YOUR TASK ▸ Scan the material below for every line with the string "dead", and copy those lines.

GIVEN DATA ▸
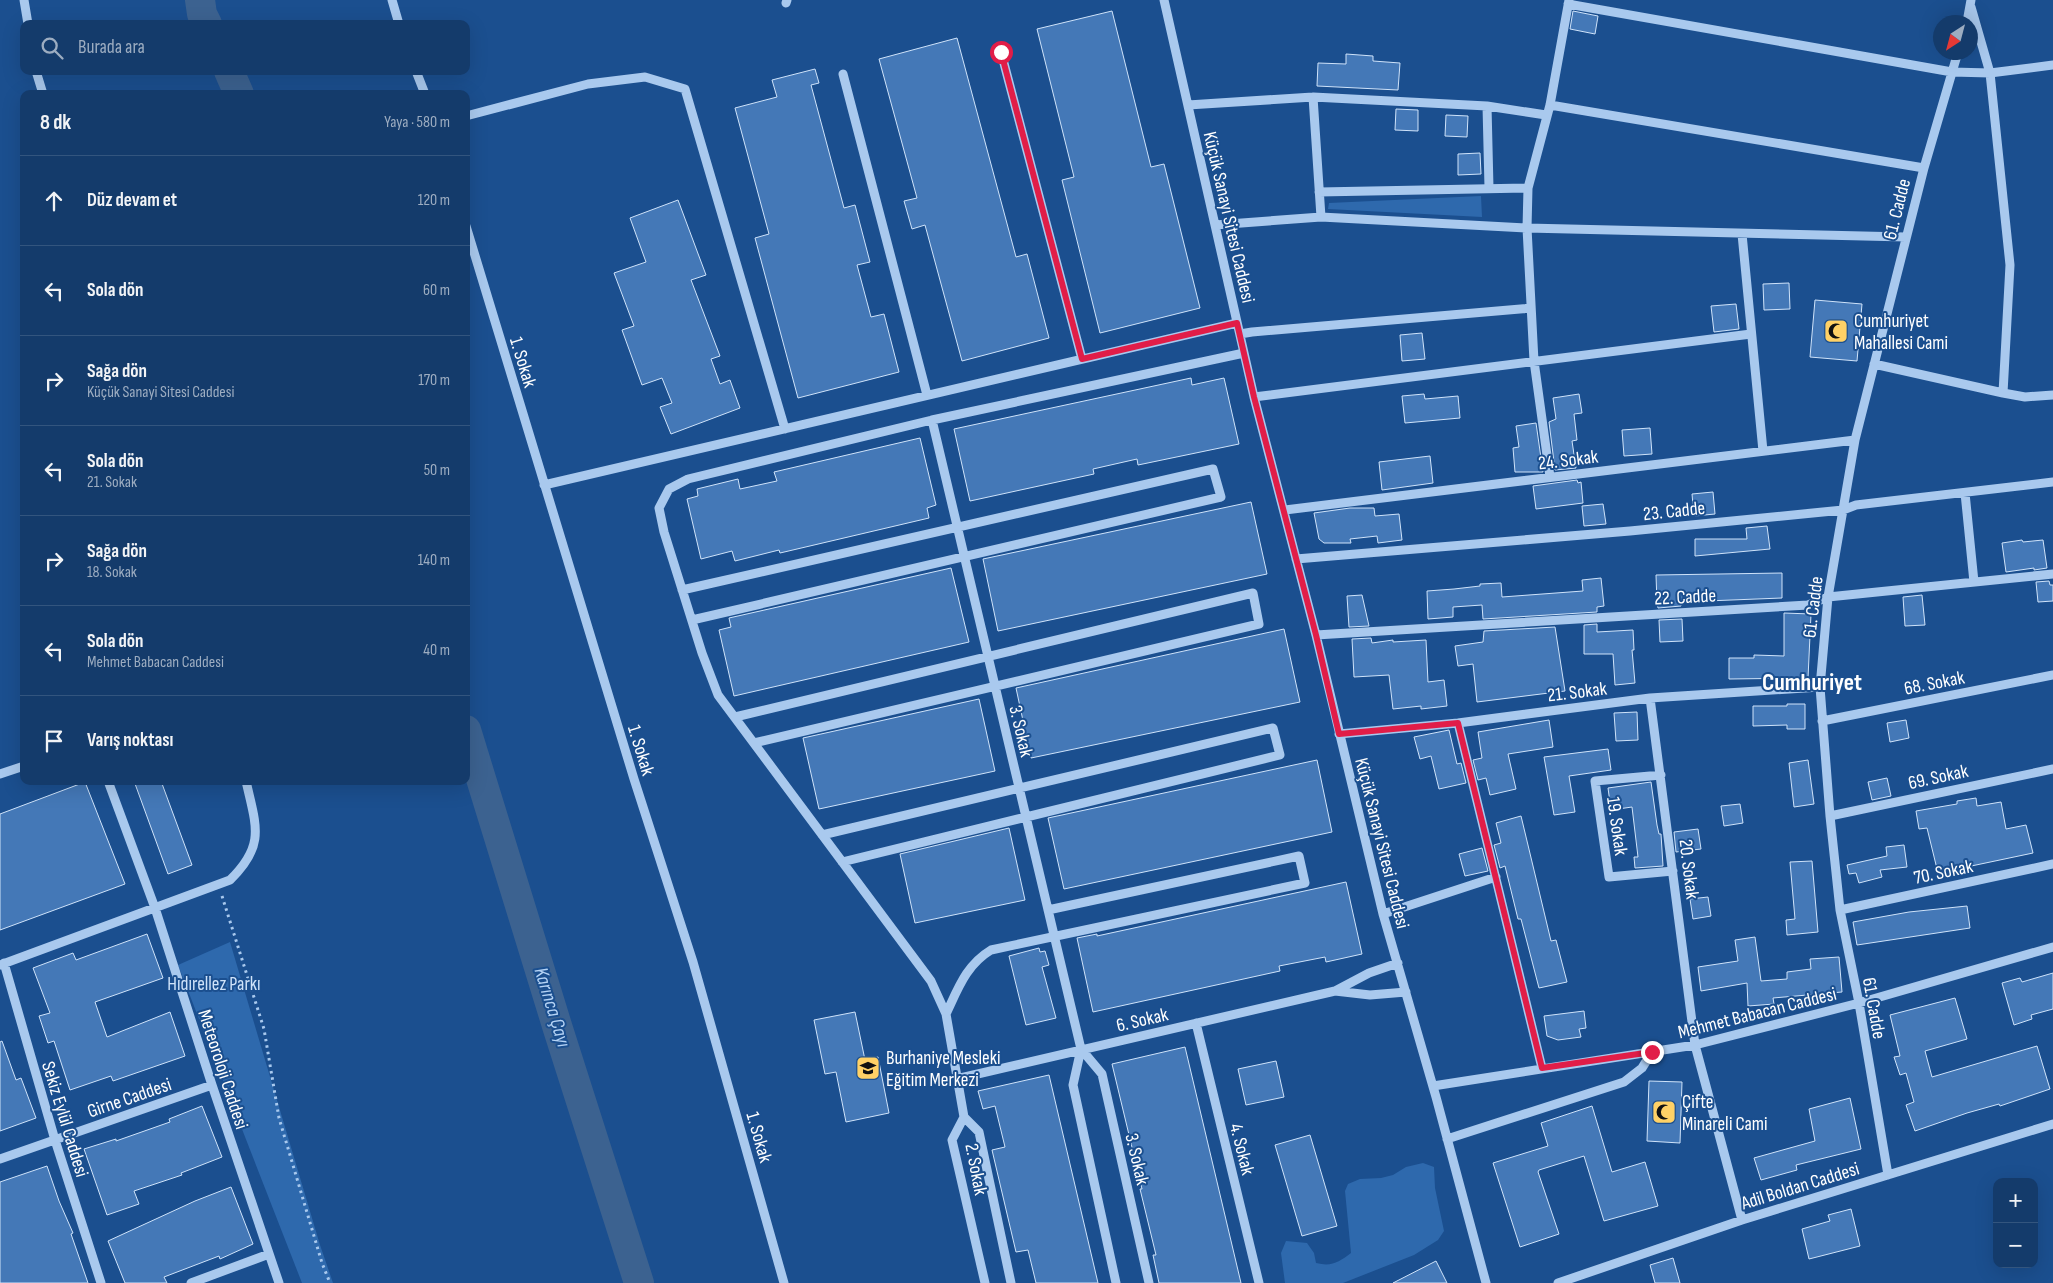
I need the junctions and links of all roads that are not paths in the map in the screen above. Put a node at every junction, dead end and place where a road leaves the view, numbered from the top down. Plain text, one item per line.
1 (24, 0) edge
2 (392, 0) edge
3 (1164, 0) edge
4 (1568, 2) edge
5 (1971, 3) edge
6 (27, 20) edge
7 (398, 20) edge
8 (1001, 52) dead end
9 (1956, 60) edge
10 (2053, 65) edge
11 (1952, 72) junction
12 (1990, 73) junction
13 (843, 74) dead end
14 (37, 75) edge
15 (418, 75) edge
16 (42, 90) edge
17 (423, 90) edge
18 (1313, 97) junction
19 (1188, 105) junction
20 (1550, 105) junction
21 (1487, 106) junction
22 (470, 115) edge
23 (1546, 115) junction
24 (1924, 168) junction
25 (1489, 188) junction
26 (1528, 188) junction
27 (1319, 192) junction
28 (1321, 217) junction
29 (1215, 225) junction
30 (1527, 228) junction
31 (1742, 234) junction
32 (1906, 237) junction
33 (470, 239) edge
34 (1531, 308) junction
35 (1237, 323) junction
36 (1240, 334) junction
37 (1752, 334) junction
38 (1244, 353) junction
39 (1082, 359) junction
40 (1534, 361) junction
41 (1874, 364) junction
42 (2003, 393) junction
43 (927, 395) junction
44 (2053, 395) edge
45 (1254, 397) junction
46 (932, 420) junction
47 (785, 429) junction
48 (1855, 440) junction
49 (1763, 451) junction
50 (1550, 477) junction
51 (2053, 482) edge
52 (544, 485) junction
53 (1965, 493) junction
54 (1285, 510) junction
55 (1843, 510) junction
56 (958, 527) junction
57 (965, 556) junction
58 (1296, 559) junction
59 (2053, 574) edge
60 (1974, 582) junction
61 (682, 590) junction
62 (1828, 597) junction
63 (692, 620) junction
64 (1316, 635) junction
65 (988, 657) junction
66 (2053, 674) edge
67 (995, 686) junction
68 (1820, 687) junction
69 (1650, 698) junction
70 (735, 717) junction
71 (1822, 721) junction
72 (1458, 723) junction
73 (1339, 734) junction
74 (754, 743) junction
75 (20, 767) edge
76 (2053, 769) edge
77 (0, 774) edge
78 (1661, 775) junction
79 (109, 785) edge
80 (247, 785) edge
81 (1019, 788) junction
82 (1830, 816) junction
83 (1026, 817) junction
84 (822, 834) junction
85 (842, 862) junction
86 (2053, 864) edge
87 (1674, 871) junction
88 (1496, 877) junction
89 (155, 908) junction
90 (1048, 910) junction
91 (1840, 910) junction
92 (1383, 914) junction
93 (1054, 937) junction
94 (2053, 947) edge
95 (1398, 963) junction
96 (2, 964) edge
97 (1335, 991) junction
98 (1406, 992) junction
99 (1858, 1003) junction
100 (946, 1014) junction
101 (1196, 1023) junction
102 (1696, 1045) junction
103 (1081, 1050) junction
104 (1652, 1052) junction
105 (1542, 1068) junction
106 (956, 1079) junction
107 (212, 1085) junction
108 (1433, 1086) junction
109 (964, 1117) junction
110 (2053, 1124) edge
111 (1447, 1139) junction
112 (55, 1140) junction
113 (0, 1159) edge
114 (1888, 1175) junction
115 (1742, 1220) junction
116 (269, 1254) junction
117 (101, 1283) edge
118 (191, 1283) edge
119 (279, 1283) edge
120 (784, 1283) edge
121 (985, 1283) edge
122 (1012, 1283) edge
123 (1116, 1283) edge
124 (1149, 1283) edge
125 (1259, 1283) edge
126 (1486, 1283) edge
127 (1558, 1283) edge

1 - 6 street
2 - 7 street
3 - 19 street, Küçük Sanayi Sitesi Caddesi
4 - 11 street
4 - 20 street
5 - 12 street
8 - 39 street
9 - 11 street, 61. Cadde
10 - 12 street
11 - 12 street
11 - 24 street, 61. Cadde
12 - 42 street
13 - 43 street
14 - 16 street
15 - 17 street
18 - 19 street
18 - 21 street
18 - 27 street
19 - 29 street, Küçük Sanayi Sitesi Caddesi
20 - 23 street
20 - 24 street
21 - 23 street
21 - 25 street
22 - 47 street
23 - 26 street
24 - 32 street, 61. Cadde
25 - 26 street
25 - 27 street
26 - 30 street
27 - 28 street
28 - 29 street
28 - 30 street
29 - 35 street, Küçük Sanayi Sitesi Caddesi
30 - 31 street
30 - 34 street
31 - 32 street
31 - 37 street
32 - 41 street, 61. Cadde
33 - 52 street, 1. Sokak
34 - 36 street
34 - 40 street
35 - 36 street, Küçük Sanayi Sitesi Caddesi
35 - 39 street
36 - 38 street, Küçük Sanayi Sitesi Caddesi
37 - 40 street
37 - 49 street
38 - 45 street, Küçük Sanayi Sitesi Caddesi
38 - 46 street
39 - 43 street
40 - 45 street
40 - 50 street
41 - 42 street
41 - 48 street, 61. Cadde
42 - 44 street
43 - 47 street
45 - 54 street, Küçük Sanayi Sitesi Caddesi
46 - 56 street, 3. Sokak
46 - 61 street
47 - 52 street
48 - 49 street, 24. Sokak
48 - 55 street, 61. Cadde
49 - 50 street, 24. Sokak
50 - 54 street, 24. Sokak
51 - 53 street, 23. Cadde
52 - 120 street, 1. Sokak
53 - 55 street, 23. Cadde
53 - 60 street
54 - 58 street, Küçük Sanayi Sitesi Caddesi
55 - 58 street, 23. Cadde
55 - 62 street, 61. Cadde
56 - 57 street, 3. Sokak
56 - 57 street
56 - 61 street
57 - 63 street
57 - 65 street, 3. Sokak
58 - 64 street, Küçük Sanayi Sitesi Caddesi
59 - 60 street, 22. Cadde
60 - 62 street, 22. Cadde
61 - 63 street
62 - 64 street, 22. Cadde
62 - 68 street, 61. Cadde
63 - 70 street
64 - 73 street, Küçük Sanayi Sitesi Caddesi
65 - 67 street, 3. Sokak
65 - 67 street
65 - 70 street
66 - 71 street, 68. Sokak
67 - 74 street
67 - 81 street, 3. Sokak
68 - 69 street, 21. Sokak
68 - 71 street, 61. Cadde
69 - 72 street, 21. Sokak
69 - 78 street, 20. Sokak
70 - 74 street
71 - 82 street, 61. Cadde
72 - 73 street, 21. Sokak
72 - 88 street
73 - 92 street, Küçük Sanayi Sitesi Caddesi
74 - 84 street
75 - 77 street
76 - 82 street, 69. Sokak
78 - 87 street, 20. Sokak
78 - 87 street, 19. Sokak
79 - 89 street, Meteoroloji Caddesi
80 - 89 street
81 - 83 street, 3. Sokak
81 - 83 street
81 - 84 street
82 - 91 street, 61. Cadde
83 - 85 street
83 - 90 street, 3. Sokak
84 - 85 street
85 - 100 street
86 - 91 street, 70. Sokak
87 - 102 street, 20. Sokak
88 - 92 street
88 - 105 street
89 - 96 street
89 - 107 street, Meteoroloji Caddesi
90 - 93 street, 3. Sokak
90 - 93 street
91 - 99 street, 61. Cadde
92 - 95 street, Küçük Sanayi Sitesi Caddesi
93 - 100 street
93 - 103 street, 3. Sokak
94 - 99 street, Mehmet Babacan Caddesi
95 - 97 street
95 - 98 street, Küçük Sanayi Sitesi Caddesi
96 - 112 street, Sekiz Eylül Caddesi
97 - 98 street
97 - 101 street, 6. Sokak
98 - 108 street, Küçük Sanayi Sitesi Caddesi
99 - 102 street, Mehmet Babacan Caddesi
99 - 114 street, 61. Cadde
100 - 106 street
101 - 103 street, 6. Sokak
101 - 125 street, 4. Sokak
102 - 104 street, Mehmet Babacan Caddesi
102 - 115 street, 20. Sokak
103 - 106 street, 6. Sokak
103 - 123 street, 3. Sokak
103 - 124 street, 3. Sokak
104 - 105 street, Mehmet Babacan Caddesi
104 - 111 street
105 - 108 street, Mehmet Babacan Caddesi
106 - 109 street
107 - 112 street, Girne Caddesi
107 - 116 street, Meteoroloji Caddesi
108 - 111 street, Küçük Sanayi Sitesi Caddesi
109 - 121 street, 2. Sokak
109 - 122 street, 2. Sokak
110 - 114 street, Adil Boldan Caddesi
111 - 126 street, Küçük Sanayi Sitesi Caddesi
112 - 113 street, Girne Caddesi
112 - 117 street, Sekiz Eylül Caddesi
114 - 115 street, Adil Boldan Caddesi
115 - 127 street, Adil Boldan Caddesi
116 - 118 street
116 - 119 street, Meteoroloji Caddesi

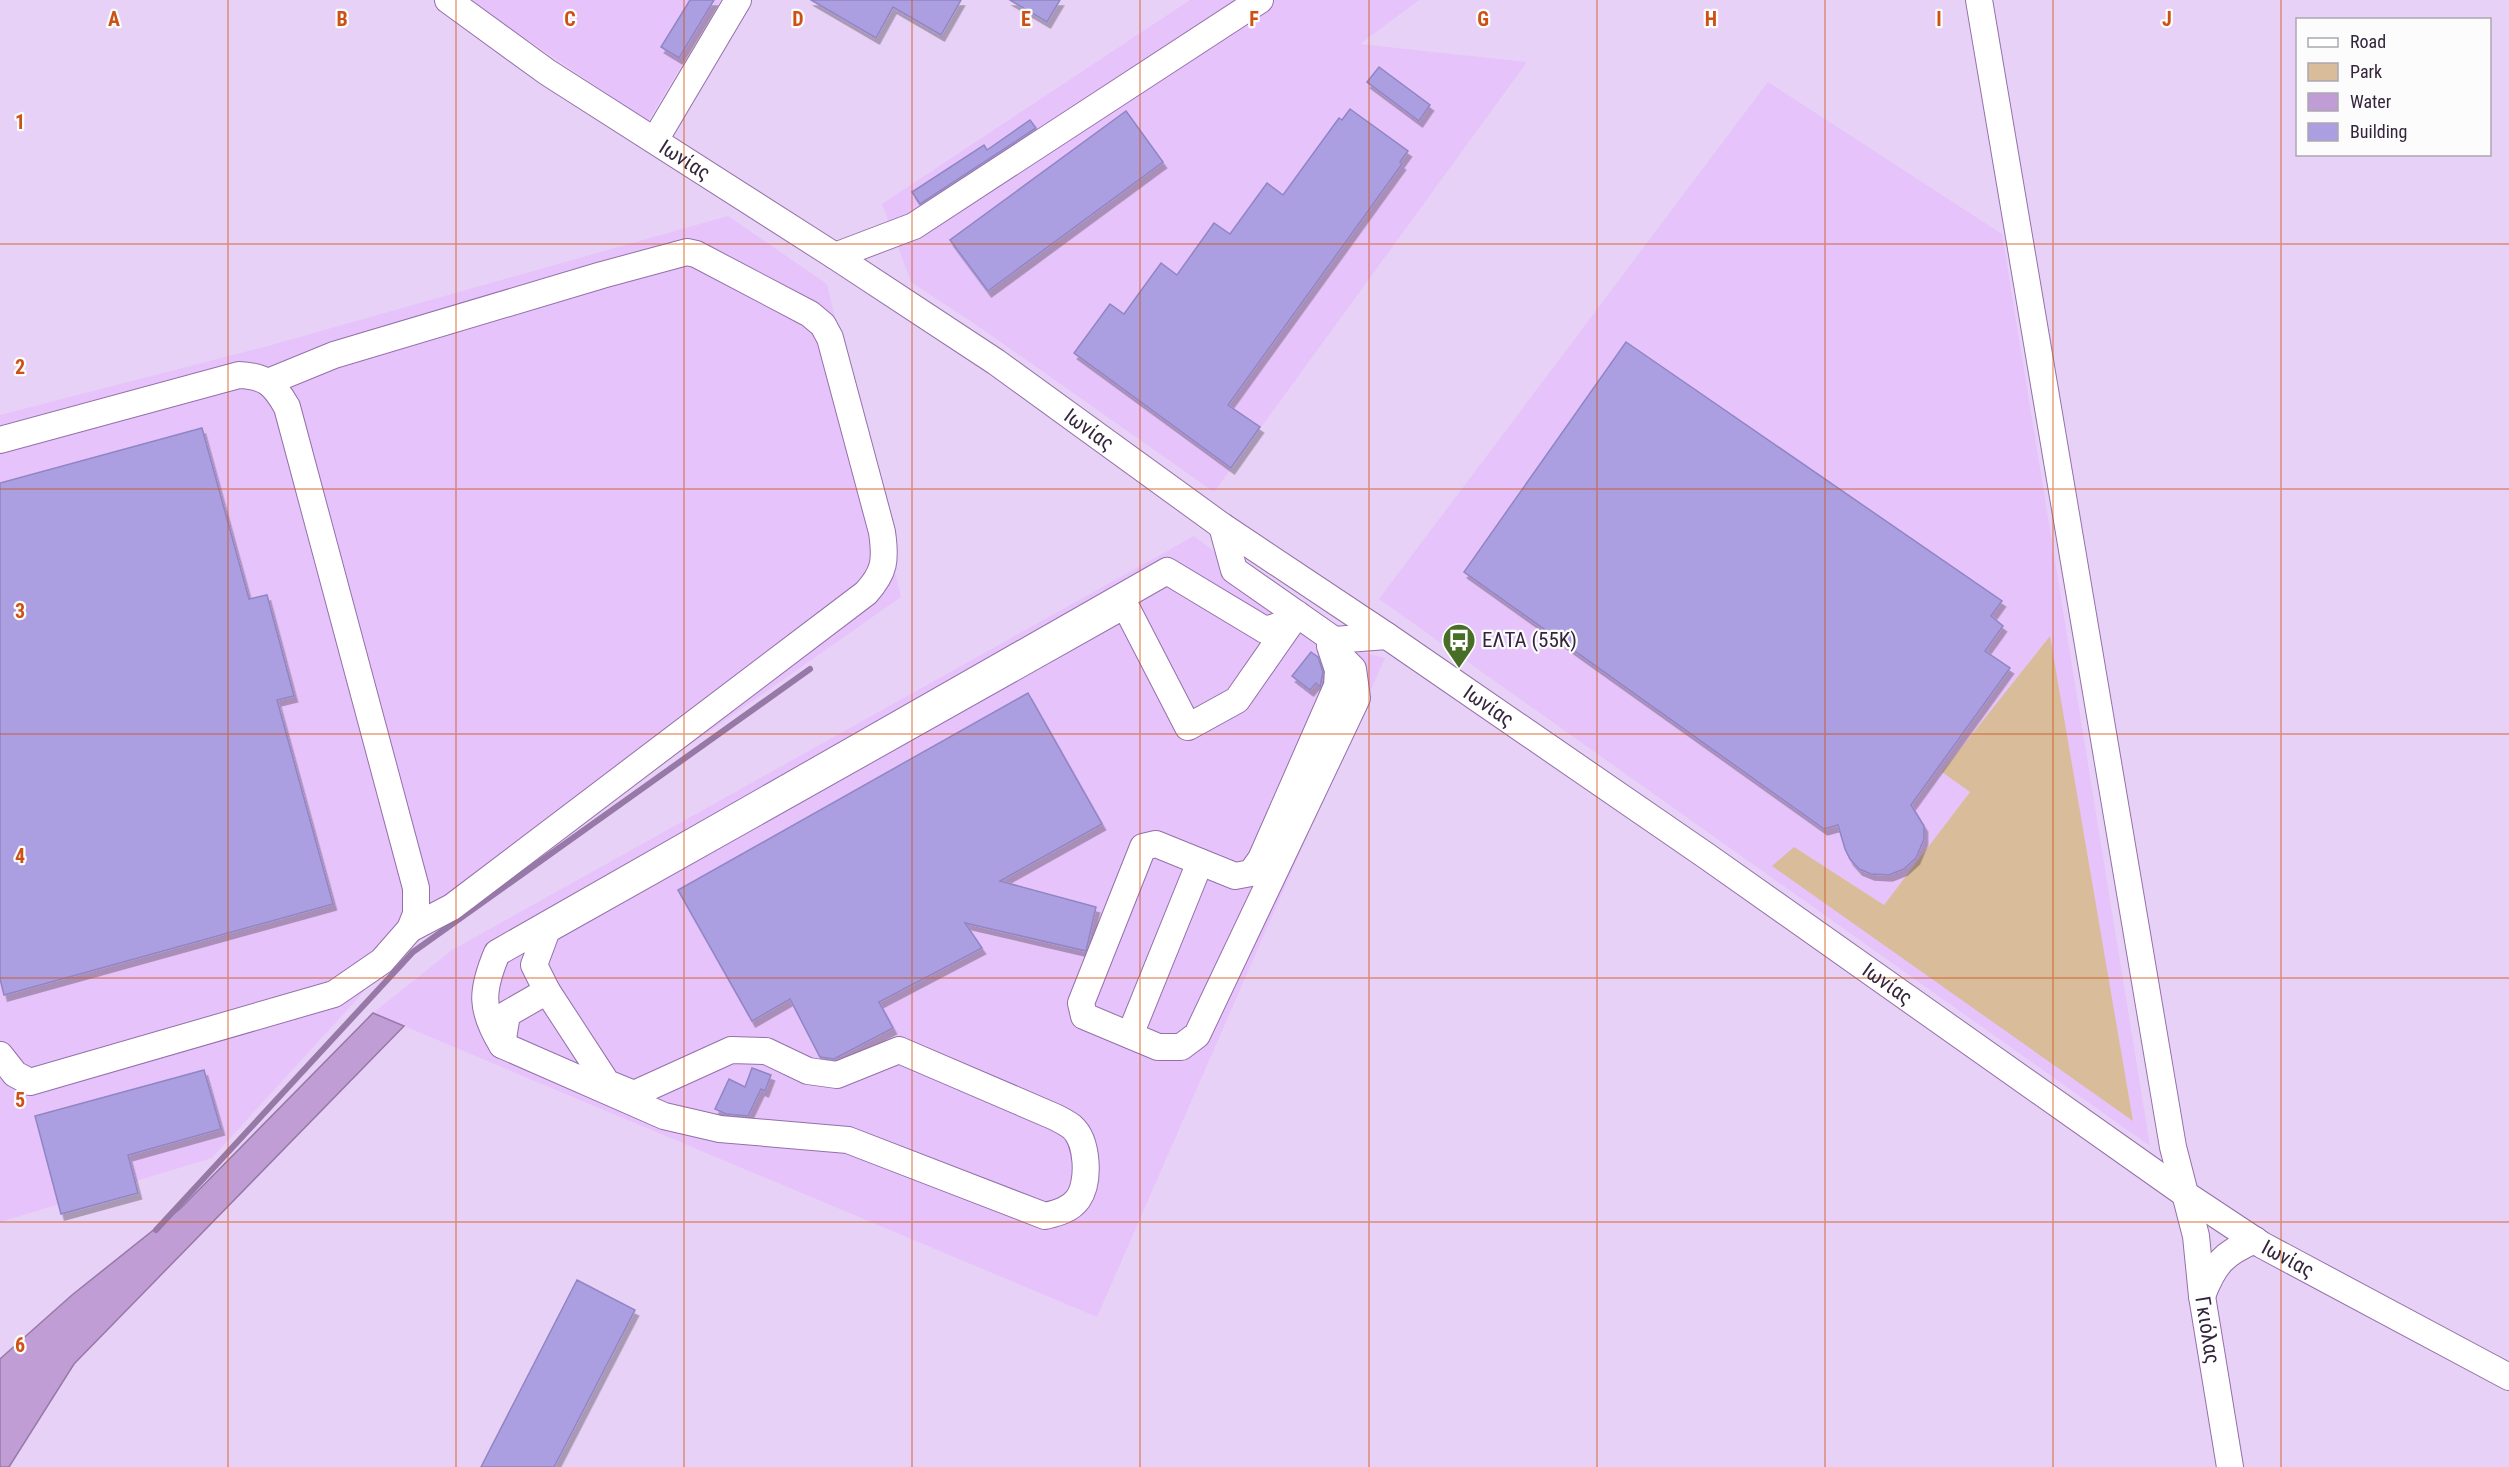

TASK ANSWER ▸
I need the junctions and links of all roads that are not paths in the map in the screen above. Put a node at every junction, dead end and place where a road leaves the view, numbered from the top down. Plain text, one item per line.
8 (1001, 52) dead end
13 (843, 74) dead end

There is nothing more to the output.